» Source information:
· · · · ·
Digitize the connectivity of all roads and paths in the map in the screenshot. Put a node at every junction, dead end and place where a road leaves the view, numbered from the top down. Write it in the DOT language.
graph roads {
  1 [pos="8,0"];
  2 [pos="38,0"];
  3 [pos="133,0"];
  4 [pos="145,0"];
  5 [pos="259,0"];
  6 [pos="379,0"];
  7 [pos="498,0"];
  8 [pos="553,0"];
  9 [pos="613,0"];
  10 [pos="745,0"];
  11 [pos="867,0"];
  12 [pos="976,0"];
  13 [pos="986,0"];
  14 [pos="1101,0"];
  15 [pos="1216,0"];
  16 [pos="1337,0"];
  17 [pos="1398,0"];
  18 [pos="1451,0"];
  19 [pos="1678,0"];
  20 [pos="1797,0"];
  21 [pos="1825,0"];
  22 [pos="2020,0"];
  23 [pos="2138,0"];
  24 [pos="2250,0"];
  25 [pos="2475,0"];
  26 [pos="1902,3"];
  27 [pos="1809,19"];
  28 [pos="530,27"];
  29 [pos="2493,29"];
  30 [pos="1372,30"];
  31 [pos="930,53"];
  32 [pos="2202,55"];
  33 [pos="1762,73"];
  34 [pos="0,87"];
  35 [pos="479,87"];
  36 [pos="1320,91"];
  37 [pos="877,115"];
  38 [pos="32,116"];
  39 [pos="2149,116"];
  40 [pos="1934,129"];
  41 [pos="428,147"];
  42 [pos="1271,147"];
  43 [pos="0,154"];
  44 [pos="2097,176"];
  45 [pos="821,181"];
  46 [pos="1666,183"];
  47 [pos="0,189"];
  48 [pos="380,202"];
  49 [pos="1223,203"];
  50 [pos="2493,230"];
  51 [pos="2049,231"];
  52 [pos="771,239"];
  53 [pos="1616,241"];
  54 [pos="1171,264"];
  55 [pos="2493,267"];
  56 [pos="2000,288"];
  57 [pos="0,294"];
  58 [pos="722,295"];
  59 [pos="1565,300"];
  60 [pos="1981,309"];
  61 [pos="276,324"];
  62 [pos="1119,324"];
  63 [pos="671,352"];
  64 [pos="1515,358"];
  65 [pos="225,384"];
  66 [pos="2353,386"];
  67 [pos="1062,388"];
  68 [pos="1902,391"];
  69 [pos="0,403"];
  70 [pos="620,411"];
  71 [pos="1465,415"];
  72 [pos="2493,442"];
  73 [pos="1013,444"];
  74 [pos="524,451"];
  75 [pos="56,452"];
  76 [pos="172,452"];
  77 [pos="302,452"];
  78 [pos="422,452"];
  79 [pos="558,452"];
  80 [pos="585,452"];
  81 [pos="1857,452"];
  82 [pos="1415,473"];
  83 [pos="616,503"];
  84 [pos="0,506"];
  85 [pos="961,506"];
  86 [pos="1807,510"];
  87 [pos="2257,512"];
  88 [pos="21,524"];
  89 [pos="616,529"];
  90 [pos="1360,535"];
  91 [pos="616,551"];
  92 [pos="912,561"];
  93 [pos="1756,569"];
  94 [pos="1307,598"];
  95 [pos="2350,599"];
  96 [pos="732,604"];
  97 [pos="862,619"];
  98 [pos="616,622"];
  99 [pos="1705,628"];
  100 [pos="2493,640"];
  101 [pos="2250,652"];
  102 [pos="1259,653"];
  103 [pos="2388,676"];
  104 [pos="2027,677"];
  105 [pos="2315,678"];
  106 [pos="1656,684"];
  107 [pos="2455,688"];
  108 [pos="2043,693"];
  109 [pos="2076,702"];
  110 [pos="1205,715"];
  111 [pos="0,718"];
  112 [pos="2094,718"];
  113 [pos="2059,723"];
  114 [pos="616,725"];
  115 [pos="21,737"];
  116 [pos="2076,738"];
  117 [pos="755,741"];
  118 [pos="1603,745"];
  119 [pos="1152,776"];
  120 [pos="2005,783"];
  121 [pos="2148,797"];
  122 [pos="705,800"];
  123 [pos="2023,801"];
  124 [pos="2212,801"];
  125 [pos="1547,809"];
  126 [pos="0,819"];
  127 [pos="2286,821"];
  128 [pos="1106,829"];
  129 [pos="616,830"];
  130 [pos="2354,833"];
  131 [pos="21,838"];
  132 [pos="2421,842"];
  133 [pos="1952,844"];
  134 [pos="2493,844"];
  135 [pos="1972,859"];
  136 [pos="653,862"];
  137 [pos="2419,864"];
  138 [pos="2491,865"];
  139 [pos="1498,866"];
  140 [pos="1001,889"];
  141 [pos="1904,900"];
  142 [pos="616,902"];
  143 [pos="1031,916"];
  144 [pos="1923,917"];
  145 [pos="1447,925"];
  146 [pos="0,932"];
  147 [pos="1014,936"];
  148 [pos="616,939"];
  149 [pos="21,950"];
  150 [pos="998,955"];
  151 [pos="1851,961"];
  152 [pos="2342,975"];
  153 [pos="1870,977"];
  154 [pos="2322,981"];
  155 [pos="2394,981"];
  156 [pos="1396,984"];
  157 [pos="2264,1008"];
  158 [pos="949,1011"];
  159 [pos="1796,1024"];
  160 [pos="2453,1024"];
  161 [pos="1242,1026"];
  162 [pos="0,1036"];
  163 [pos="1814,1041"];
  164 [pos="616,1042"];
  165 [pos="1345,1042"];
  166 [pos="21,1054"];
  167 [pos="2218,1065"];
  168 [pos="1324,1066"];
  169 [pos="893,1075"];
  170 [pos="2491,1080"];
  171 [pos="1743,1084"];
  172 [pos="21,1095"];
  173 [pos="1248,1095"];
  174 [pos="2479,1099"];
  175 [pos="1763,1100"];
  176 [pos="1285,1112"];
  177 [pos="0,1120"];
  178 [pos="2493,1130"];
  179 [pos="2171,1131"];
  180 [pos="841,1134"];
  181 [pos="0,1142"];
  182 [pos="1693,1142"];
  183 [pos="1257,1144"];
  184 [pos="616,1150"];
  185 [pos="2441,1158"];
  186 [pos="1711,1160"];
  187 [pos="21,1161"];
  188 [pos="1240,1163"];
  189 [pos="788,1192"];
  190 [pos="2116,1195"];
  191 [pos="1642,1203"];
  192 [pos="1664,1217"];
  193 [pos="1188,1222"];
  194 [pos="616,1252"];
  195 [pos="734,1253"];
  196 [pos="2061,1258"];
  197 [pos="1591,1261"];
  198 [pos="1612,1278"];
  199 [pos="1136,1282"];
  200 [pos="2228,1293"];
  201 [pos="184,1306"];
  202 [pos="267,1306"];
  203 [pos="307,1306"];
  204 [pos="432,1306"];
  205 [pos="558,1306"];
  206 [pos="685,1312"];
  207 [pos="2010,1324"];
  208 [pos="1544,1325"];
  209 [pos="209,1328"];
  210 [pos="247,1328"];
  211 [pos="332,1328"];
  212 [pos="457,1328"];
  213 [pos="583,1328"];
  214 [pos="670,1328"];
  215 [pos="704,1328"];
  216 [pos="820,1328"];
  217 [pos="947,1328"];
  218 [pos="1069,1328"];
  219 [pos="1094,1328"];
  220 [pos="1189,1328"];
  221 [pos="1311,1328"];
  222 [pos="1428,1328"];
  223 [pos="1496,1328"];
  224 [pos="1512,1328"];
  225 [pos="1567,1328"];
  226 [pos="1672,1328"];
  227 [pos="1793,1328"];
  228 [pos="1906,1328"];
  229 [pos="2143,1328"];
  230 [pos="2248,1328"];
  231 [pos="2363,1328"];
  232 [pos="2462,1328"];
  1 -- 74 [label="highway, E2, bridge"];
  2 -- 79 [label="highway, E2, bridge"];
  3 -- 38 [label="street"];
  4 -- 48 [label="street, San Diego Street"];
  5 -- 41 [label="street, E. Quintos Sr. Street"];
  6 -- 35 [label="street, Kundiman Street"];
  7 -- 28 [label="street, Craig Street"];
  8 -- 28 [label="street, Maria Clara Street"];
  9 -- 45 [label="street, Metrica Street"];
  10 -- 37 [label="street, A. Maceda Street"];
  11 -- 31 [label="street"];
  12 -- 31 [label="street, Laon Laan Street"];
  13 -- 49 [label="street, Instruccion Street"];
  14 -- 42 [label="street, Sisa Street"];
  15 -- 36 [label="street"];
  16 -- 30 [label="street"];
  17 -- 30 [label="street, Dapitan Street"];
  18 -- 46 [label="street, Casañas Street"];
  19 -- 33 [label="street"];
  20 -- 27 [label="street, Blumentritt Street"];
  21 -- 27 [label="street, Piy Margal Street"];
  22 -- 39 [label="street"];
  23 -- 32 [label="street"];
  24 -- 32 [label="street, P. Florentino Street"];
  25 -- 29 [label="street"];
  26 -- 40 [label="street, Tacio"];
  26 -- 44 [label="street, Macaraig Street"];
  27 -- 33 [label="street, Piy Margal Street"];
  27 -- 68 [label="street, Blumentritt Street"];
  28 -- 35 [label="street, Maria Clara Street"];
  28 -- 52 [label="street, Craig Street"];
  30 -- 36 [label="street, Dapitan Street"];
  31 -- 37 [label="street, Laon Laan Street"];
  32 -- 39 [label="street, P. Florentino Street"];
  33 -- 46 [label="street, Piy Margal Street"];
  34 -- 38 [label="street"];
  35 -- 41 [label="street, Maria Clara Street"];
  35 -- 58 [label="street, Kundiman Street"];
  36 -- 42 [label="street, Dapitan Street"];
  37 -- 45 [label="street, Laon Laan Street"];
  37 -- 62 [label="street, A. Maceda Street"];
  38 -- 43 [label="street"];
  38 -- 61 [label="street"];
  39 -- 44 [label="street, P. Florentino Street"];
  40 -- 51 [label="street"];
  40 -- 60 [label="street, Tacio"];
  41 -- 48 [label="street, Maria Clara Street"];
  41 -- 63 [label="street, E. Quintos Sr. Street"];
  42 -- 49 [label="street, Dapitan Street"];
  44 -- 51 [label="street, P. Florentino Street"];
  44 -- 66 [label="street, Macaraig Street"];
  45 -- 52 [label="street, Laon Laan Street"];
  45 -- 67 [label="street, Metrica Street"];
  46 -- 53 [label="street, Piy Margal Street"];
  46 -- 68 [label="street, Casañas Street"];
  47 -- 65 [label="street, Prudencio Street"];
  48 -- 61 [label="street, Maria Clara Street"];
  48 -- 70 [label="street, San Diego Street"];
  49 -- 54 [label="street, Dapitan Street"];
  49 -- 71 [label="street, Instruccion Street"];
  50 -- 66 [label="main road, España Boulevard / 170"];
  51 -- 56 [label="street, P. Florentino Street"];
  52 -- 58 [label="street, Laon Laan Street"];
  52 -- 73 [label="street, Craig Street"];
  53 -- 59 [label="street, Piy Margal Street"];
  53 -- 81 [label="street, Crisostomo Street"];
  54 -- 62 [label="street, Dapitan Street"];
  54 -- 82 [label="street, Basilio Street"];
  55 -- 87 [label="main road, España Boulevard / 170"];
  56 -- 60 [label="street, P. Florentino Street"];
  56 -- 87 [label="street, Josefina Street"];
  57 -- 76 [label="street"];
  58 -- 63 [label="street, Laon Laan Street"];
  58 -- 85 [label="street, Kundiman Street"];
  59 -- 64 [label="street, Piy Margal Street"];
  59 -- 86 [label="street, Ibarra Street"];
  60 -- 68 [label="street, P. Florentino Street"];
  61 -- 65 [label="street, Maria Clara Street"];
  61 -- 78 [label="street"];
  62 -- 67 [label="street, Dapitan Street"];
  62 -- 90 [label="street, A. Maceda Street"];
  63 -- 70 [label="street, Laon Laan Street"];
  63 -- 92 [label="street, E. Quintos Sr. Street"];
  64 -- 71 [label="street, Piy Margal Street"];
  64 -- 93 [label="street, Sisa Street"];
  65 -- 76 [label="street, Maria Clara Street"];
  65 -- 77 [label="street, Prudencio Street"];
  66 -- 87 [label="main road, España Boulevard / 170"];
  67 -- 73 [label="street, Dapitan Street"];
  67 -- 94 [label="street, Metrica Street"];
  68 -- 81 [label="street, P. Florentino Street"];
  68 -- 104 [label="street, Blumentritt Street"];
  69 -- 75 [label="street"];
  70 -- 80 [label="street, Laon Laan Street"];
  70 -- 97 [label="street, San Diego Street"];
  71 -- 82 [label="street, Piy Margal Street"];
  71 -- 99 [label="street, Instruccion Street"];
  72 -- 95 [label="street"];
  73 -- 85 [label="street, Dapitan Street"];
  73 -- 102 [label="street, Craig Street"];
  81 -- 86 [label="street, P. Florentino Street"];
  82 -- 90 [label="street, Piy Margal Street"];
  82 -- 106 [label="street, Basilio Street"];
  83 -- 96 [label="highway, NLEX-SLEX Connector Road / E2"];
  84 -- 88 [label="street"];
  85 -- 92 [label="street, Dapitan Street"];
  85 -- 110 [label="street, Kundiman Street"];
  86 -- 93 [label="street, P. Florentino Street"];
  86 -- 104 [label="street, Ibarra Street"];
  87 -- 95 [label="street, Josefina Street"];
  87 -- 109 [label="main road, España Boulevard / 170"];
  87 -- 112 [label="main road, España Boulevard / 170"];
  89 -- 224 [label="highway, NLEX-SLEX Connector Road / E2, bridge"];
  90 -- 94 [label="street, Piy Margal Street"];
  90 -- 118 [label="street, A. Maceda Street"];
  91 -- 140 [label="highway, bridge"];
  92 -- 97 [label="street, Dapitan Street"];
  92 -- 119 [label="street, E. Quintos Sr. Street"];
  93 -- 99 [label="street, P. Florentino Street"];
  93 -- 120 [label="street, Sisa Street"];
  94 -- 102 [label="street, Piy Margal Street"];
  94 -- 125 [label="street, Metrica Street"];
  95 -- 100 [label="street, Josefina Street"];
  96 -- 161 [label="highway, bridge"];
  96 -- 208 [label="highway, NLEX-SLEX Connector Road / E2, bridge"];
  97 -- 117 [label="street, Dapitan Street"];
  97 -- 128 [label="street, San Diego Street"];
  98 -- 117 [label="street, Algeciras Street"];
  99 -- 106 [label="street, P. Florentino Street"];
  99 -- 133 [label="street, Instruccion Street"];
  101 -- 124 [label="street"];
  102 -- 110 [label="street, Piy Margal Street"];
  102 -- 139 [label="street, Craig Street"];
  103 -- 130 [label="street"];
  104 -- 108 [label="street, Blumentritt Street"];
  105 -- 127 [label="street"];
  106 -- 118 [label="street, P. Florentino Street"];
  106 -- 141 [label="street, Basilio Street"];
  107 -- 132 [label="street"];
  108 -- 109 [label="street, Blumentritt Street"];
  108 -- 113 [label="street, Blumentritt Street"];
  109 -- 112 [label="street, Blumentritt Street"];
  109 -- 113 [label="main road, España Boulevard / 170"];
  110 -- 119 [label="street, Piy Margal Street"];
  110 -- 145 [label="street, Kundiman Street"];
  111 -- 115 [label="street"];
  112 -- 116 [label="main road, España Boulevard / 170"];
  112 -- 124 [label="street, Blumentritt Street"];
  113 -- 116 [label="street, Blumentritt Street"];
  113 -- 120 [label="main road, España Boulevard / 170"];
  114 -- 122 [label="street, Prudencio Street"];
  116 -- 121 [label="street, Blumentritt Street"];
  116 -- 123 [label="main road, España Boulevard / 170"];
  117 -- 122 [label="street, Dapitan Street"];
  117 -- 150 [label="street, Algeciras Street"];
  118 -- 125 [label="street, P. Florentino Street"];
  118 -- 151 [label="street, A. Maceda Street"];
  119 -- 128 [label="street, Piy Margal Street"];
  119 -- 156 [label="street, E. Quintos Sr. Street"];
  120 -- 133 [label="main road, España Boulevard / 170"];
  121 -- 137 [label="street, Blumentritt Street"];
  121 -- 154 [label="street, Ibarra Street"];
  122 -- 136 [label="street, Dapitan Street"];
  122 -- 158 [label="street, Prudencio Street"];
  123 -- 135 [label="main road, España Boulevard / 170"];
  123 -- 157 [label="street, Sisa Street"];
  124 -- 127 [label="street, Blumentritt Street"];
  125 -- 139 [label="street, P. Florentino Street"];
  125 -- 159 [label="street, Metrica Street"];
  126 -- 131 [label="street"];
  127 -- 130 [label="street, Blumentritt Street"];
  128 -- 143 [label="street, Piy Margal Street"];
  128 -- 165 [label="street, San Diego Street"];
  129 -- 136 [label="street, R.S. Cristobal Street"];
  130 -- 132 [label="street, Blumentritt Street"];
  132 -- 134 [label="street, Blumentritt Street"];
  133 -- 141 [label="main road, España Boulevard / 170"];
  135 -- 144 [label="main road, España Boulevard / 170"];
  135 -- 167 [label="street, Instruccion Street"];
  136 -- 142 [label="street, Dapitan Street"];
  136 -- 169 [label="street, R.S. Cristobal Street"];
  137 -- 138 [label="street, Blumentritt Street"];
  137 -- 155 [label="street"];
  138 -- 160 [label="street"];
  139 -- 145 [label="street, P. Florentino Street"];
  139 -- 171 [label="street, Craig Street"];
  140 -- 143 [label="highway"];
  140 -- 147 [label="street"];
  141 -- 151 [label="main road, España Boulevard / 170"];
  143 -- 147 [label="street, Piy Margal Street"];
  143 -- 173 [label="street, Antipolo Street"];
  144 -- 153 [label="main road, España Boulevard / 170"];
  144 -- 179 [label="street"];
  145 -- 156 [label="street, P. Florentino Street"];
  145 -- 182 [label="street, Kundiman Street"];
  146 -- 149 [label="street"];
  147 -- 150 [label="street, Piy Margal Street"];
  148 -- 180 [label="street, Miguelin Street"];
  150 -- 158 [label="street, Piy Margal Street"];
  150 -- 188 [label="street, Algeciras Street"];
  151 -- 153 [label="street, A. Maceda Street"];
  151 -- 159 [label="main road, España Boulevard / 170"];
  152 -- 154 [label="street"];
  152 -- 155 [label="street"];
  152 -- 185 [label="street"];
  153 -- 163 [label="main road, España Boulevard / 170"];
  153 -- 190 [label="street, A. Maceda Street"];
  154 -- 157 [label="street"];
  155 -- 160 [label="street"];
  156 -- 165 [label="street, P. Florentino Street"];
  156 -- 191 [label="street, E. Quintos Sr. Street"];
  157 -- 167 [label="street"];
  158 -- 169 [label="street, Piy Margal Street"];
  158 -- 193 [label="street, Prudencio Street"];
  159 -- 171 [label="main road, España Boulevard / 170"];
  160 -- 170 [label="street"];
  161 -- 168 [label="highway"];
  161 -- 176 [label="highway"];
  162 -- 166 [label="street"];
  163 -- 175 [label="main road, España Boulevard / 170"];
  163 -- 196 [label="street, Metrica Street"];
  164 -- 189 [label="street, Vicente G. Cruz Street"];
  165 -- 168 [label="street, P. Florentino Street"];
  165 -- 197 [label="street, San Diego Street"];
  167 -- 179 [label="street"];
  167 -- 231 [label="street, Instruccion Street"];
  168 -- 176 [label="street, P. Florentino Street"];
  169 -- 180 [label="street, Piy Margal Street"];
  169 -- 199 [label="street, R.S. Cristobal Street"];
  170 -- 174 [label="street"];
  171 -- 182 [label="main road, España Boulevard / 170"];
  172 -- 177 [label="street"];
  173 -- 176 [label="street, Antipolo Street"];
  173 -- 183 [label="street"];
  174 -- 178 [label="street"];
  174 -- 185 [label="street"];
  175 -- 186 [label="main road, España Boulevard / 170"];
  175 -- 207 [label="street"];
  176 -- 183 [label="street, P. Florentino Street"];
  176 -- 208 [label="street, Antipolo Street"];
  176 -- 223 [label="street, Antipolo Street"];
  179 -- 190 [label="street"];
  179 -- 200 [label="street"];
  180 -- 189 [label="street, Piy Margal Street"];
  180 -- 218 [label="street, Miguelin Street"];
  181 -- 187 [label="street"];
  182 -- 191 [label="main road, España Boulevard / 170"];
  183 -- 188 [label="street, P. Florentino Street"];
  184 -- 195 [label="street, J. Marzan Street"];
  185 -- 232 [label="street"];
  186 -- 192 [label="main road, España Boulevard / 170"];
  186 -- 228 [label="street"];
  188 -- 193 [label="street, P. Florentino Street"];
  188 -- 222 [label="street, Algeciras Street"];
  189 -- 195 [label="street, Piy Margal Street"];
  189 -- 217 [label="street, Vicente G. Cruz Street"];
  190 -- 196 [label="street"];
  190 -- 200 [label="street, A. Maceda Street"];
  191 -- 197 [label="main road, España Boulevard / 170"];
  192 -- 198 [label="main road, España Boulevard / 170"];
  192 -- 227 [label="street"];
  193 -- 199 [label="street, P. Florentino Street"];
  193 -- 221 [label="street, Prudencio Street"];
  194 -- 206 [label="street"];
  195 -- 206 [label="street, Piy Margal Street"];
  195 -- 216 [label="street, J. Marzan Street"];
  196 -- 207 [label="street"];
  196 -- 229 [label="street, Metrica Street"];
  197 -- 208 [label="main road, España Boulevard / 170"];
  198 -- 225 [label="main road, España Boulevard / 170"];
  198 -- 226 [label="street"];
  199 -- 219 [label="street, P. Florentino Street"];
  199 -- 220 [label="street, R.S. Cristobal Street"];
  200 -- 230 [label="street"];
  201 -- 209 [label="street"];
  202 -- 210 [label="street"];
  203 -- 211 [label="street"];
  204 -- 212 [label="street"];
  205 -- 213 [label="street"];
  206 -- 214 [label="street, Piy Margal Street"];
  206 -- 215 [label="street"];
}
· · · · ·
» Instructions to follow:
Copy out each line of the listing where the string "Connector" appears.

» Reply to the task:
  83 -- 96 [label="highway, NLEX-SLEX Connector Road / E2"];
  89 -- 224 [label="highway, NLEX-SLEX Connector Road / E2, bridge"];
  96 -- 208 [label="highway, NLEX-SLEX Connector Road / E2, bridge"];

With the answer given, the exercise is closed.